◆ WHAT YOU NEED TO DO
Only the pictures should be left out; repeat the rest of the data exactly.
-=-=-=-=-
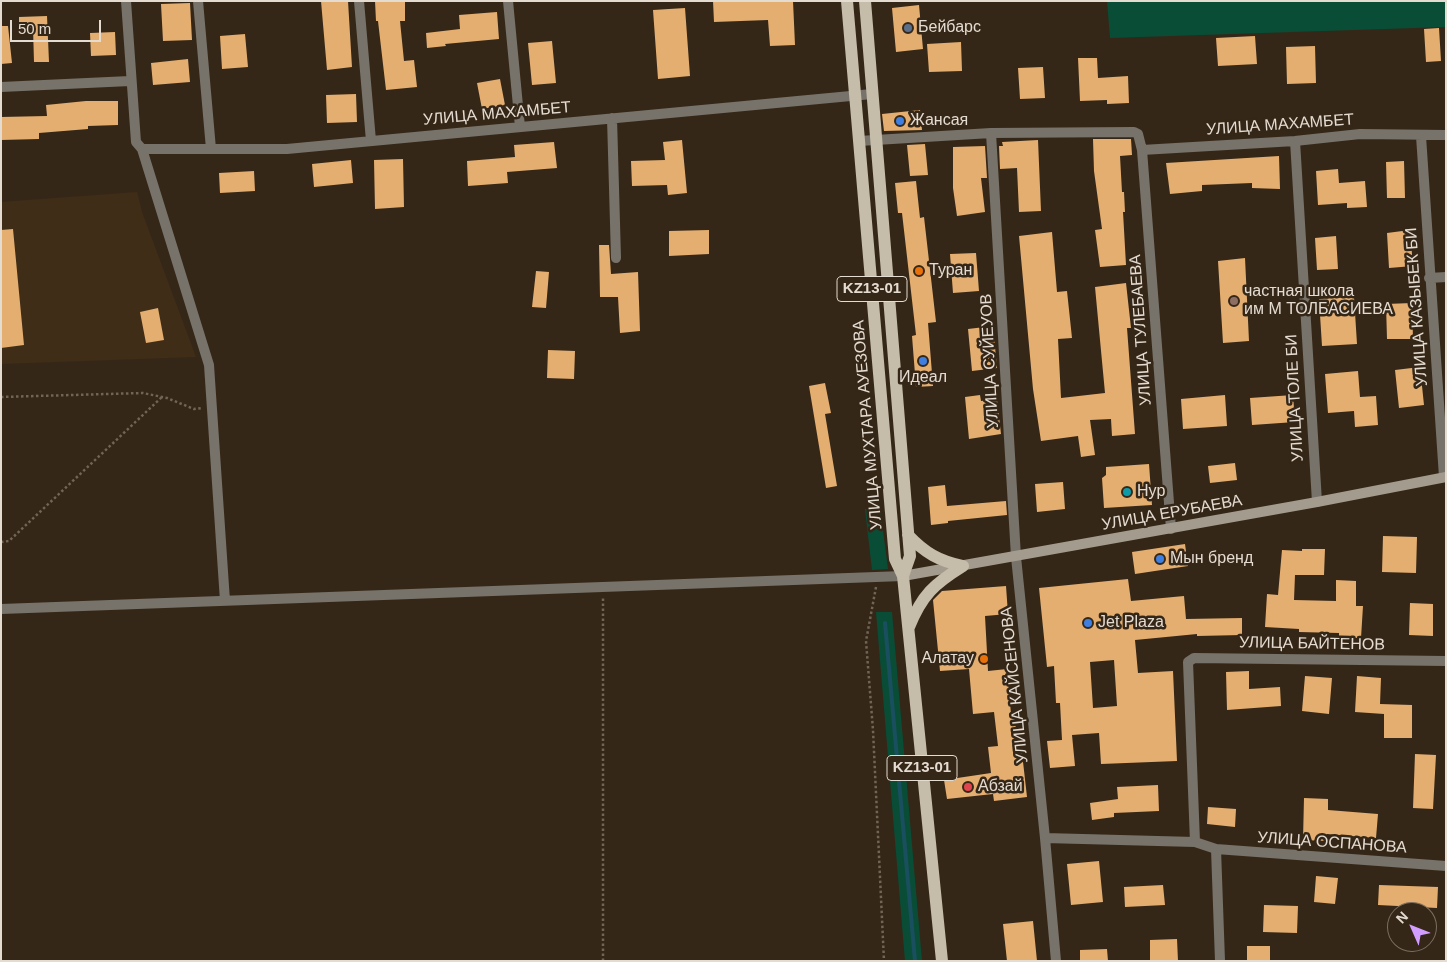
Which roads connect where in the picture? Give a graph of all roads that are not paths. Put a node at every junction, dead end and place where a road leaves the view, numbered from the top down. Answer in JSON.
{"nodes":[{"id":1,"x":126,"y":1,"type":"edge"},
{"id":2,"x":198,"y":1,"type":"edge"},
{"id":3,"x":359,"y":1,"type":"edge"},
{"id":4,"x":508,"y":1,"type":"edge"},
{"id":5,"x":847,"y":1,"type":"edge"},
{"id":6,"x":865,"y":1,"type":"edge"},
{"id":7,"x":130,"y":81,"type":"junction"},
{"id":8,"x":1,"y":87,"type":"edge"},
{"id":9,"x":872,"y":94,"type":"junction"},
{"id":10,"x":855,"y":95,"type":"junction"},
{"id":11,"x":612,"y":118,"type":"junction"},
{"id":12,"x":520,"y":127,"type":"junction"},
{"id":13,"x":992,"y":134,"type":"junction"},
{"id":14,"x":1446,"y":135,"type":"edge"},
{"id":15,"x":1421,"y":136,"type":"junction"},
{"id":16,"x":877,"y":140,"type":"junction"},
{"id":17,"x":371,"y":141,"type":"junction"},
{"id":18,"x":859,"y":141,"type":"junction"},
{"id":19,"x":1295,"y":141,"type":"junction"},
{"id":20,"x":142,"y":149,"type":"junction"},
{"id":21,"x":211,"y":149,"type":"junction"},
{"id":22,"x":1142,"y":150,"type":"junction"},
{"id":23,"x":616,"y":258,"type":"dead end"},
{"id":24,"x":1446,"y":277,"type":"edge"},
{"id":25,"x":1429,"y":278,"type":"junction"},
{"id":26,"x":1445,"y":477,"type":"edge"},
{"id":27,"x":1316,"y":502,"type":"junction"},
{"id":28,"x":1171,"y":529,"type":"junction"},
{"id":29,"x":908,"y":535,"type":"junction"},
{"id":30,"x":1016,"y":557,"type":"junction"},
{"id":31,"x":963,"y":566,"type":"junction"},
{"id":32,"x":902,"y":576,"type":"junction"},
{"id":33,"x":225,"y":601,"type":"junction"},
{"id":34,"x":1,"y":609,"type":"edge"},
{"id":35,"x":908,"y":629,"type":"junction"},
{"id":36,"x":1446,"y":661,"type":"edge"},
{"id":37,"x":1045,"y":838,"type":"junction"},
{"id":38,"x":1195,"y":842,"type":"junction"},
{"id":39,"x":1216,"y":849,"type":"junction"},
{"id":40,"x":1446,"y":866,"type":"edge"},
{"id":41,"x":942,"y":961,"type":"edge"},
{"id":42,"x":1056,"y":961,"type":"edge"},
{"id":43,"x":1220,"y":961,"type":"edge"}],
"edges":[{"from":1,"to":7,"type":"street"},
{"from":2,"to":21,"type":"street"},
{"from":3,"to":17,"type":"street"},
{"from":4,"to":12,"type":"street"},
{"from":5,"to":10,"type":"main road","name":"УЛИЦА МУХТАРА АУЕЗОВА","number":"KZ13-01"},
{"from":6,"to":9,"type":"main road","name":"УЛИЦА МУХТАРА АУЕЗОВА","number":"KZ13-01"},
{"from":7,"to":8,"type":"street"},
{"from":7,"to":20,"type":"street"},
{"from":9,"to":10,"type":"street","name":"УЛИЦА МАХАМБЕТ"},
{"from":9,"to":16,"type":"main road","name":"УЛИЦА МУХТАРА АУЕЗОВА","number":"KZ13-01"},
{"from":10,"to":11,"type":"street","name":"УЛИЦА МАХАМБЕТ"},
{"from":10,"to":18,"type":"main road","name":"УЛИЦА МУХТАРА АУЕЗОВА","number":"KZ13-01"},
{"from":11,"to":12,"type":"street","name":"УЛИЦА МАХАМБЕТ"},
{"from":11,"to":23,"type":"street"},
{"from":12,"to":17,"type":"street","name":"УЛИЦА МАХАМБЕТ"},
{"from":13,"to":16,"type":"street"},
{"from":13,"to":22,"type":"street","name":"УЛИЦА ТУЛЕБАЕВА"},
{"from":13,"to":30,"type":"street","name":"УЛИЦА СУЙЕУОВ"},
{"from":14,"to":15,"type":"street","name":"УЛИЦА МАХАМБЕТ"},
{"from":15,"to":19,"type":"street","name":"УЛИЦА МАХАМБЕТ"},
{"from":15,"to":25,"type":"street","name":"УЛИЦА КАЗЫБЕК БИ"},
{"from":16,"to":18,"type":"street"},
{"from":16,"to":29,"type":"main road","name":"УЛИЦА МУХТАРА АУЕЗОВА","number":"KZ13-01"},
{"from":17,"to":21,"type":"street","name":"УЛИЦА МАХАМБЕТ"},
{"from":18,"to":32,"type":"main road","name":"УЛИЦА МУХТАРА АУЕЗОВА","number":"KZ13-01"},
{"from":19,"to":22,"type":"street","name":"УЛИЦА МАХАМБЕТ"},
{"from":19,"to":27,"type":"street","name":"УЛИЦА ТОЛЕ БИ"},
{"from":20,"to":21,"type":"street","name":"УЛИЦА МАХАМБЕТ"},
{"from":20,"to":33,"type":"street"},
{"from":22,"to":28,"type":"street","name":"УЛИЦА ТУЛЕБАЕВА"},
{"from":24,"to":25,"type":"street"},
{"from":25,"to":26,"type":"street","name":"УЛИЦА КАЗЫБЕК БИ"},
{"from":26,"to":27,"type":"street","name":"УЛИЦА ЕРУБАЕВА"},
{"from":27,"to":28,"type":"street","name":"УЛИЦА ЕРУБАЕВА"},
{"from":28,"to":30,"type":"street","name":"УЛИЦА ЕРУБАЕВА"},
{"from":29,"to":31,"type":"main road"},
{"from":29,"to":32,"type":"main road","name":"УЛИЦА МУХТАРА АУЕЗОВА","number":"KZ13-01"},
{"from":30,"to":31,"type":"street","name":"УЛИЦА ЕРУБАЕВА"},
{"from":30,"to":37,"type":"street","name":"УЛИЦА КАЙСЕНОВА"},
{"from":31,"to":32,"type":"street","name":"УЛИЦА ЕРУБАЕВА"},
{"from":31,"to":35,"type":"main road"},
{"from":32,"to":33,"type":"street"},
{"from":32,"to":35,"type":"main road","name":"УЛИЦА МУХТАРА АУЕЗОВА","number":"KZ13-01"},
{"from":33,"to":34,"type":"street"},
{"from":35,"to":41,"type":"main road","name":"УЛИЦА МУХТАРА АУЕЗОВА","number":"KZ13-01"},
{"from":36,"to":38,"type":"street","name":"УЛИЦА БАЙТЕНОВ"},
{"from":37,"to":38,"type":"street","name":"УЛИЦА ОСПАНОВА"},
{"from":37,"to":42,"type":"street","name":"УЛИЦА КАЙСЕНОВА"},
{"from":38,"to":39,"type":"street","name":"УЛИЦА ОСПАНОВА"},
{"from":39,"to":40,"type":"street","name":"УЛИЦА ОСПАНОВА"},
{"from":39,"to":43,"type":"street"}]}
-=-=-=-=-
◆ RESPONSE BOX
Which roads connect where in the picture? Give a graph of all roads that are not paths. Put a node at every junction, dead end and place where a road leaves the view, numbered from the top down. Answer in JSON.
{"nodes":[{"id":1,"x":126,"y":1,"type":"edge"},
{"id":2,"x":198,"y":1,"type":"edge"},
{"id":3,"x":359,"y":1,"type":"edge"},
{"id":4,"x":508,"y":1,"type":"edge"},
{"id":5,"x":847,"y":1,"type":"edge"},
{"id":6,"x":865,"y":1,"type":"edge"},
{"id":7,"x":130,"y":81,"type":"junction"},
{"id":8,"x":1,"y":87,"type":"edge"},
{"id":9,"x":872,"y":94,"type":"junction"},
{"id":10,"x":855,"y":95,"type":"junction"},
{"id":11,"x":612,"y":118,"type":"junction"},
{"id":12,"x":520,"y":127,"type":"junction"},
{"id":13,"x":992,"y":134,"type":"junction"},
{"id":14,"x":1446,"y":135,"type":"edge"},
{"id":15,"x":1421,"y":136,"type":"junction"},
{"id":16,"x":877,"y":140,"type":"junction"},
{"id":17,"x":371,"y":141,"type":"junction"},
{"id":18,"x":859,"y":141,"type":"junction"},
{"id":19,"x":1295,"y":141,"type":"junction"},
{"id":20,"x":142,"y":149,"type":"junction"},
{"id":21,"x":211,"y":149,"type":"junction"},
{"id":22,"x":1142,"y":150,"type":"junction"},
{"id":23,"x":616,"y":258,"type":"dead end"},
{"id":24,"x":1446,"y":277,"type":"edge"},
{"id":25,"x":1429,"y":278,"type":"junction"},
{"id":26,"x":1445,"y":477,"type":"edge"},
{"id":27,"x":1316,"y":502,"type":"junction"},
{"id":28,"x":1171,"y":529,"type":"junction"},
{"id":29,"x":908,"y":535,"type":"junction"},
{"id":30,"x":1016,"y":557,"type":"junction"},
{"id":31,"x":963,"y":566,"type":"junction"},
{"id":32,"x":902,"y":576,"type":"junction"},
{"id":33,"x":225,"y":601,"type":"junction"},
{"id":34,"x":1,"y":609,"type":"edge"},
{"id":35,"x":908,"y":629,"type":"junction"},
{"id":36,"x":1446,"y":661,"type":"edge"},
{"id":37,"x":1045,"y":838,"type":"junction"},
{"id":38,"x":1195,"y":842,"type":"junction"},
{"id":39,"x":1216,"y":849,"type":"junction"},
{"id":40,"x":1446,"y":866,"type":"edge"},
{"id":41,"x":942,"y":961,"type":"edge"},
{"id":42,"x":1056,"y":961,"type":"edge"},
{"id":43,"x":1220,"y":961,"type":"edge"}],
"edges":[{"from":1,"to":7,"type":"street"},
{"from":2,"to":21,"type":"street"},
{"from":3,"to":17,"type":"street"},
{"from":4,"to":12,"type":"street"},
{"from":5,"to":10,"type":"main road","name":"УЛИЦА МУХТАРА АУЕЗОВА","number":"KZ13-01"},
{"from":6,"to":9,"type":"main road","name":"УЛИЦА МУХТАРА АУЕЗОВА","number":"KZ13-01"},
{"from":7,"to":8,"type":"street"},
{"from":7,"to":20,"type":"street"},
{"from":9,"to":10,"type":"street","name":"УЛИЦА МАХАМБЕТ"},
{"from":9,"to":16,"type":"main road","name":"УЛИЦА МУХТАРА АУЕЗОВА","number":"KZ13-01"},
{"from":10,"to":11,"type":"street","name":"УЛИЦА МАХАМБЕТ"},
{"from":10,"to":18,"type":"main road","name":"УЛИЦА МУХТАРА АУЕЗОВА","number":"KZ13-01"},
{"from":11,"to":12,"type":"street","name":"УЛИЦА МАХАМБЕТ"},
{"from":11,"to":23,"type":"street"},
{"from":12,"to":17,"type":"street","name":"УЛИЦА МАХАМБЕТ"},
{"from":13,"to":16,"type":"street"},
{"from":13,"to":22,"type":"street","name":"УЛИЦА ТУЛЕБАЕВА"},
{"from":13,"to":30,"type":"street","name":"УЛИЦА СУЙЕУОВ"},
{"from":14,"to":15,"type":"street","name":"УЛИЦА МАХАМБЕТ"},
{"from":15,"to":19,"type":"street","name":"УЛИЦА МАХАМБЕТ"},
{"from":15,"to":25,"type":"street","name":"УЛИЦА КАЗЫБЕК БИ"},
{"from":16,"to":18,"type":"street"},
{"from":16,"to":29,"type":"main road","name":"УЛИЦА МУХТАРА АУЕЗОВА","number":"KZ13-01"},
{"from":17,"to":21,"type":"street","name":"УЛИЦА МАХАМБЕТ"},
{"from":18,"to":32,"type":"main road","name":"УЛИЦА МУХТАРА АУЕЗОВА","number":"KZ13-01"},
{"from":19,"to":22,"type":"street","name":"УЛИЦА МАХАМБЕТ"},
{"from":19,"to":27,"type":"street","name":"УЛИЦА ТОЛЕ БИ"},
{"from":20,"to":21,"type":"street","name":"УЛИЦА МАХАМБЕТ"},
{"from":20,"to":33,"type":"street"},
{"from":22,"to":28,"type":"street","name":"УЛИЦА ТУЛЕБАЕВА"},
{"from":24,"to":25,"type":"street"},
{"from":25,"to":26,"type":"street","name":"УЛИЦА КАЗЫБЕК БИ"},
{"from":26,"to":27,"type":"street","name":"УЛИЦА ЕРУБАЕВА"},
{"from":27,"to":28,"type":"street","name":"УЛИЦА ЕРУБАЕВА"},
{"from":28,"to":30,"type":"street","name":"УЛИЦА ЕРУБАЕВА"},
{"from":29,"to":31,"type":"main road"},
{"from":29,"to":32,"type":"main road","name":"УЛИЦА МУХТАРА АУЕЗОВА","number":"KZ13-01"},
{"from":30,"to":31,"type":"street","name":"УЛИЦА ЕРУБАЕВА"},
{"from":30,"to":37,"type":"street","name":"УЛИЦА КАЙСЕНОВА"},
{"from":31,"to":32,"type":"street","name":"УЛИЦА ЕРУБАЕВА"},
{"from":31,"to":35,"type":"main road"},
{"from":32,"to":33,"type":"street"},
{"from":32,"to":35,"type":"main road","name":"УЛИЦА МУХТАРА АУЕЗОВА","number":"KZ13-01"},
{"from":33,"to":34,"type":"street"},
{"from":35,"to":41,"type":"main road","name":"УЛИЦА МУХТАРА АУЕЗОВА","number":"KZ13-01"},
{"from":36,"to":38,"type":"street","name":"УЛИЦА БАЙТЕНОВ"},
{"from":37,"to":38,"type":"street","name":"УЛИЦА ОСПАНОВА"},
{"from":37,"to":42,"type":"street","name":"УЛИЦА КАЙСЕНОВА"},
{"from":38,"to":39,"type":"street","name":"УЛИЦА ОСПАНОВА"},
{"from":39,"to":40,"type":"street","name":"УЛИЦА ОСПАНОВА"},
{"from":39,"to":43,"type":"street"}]}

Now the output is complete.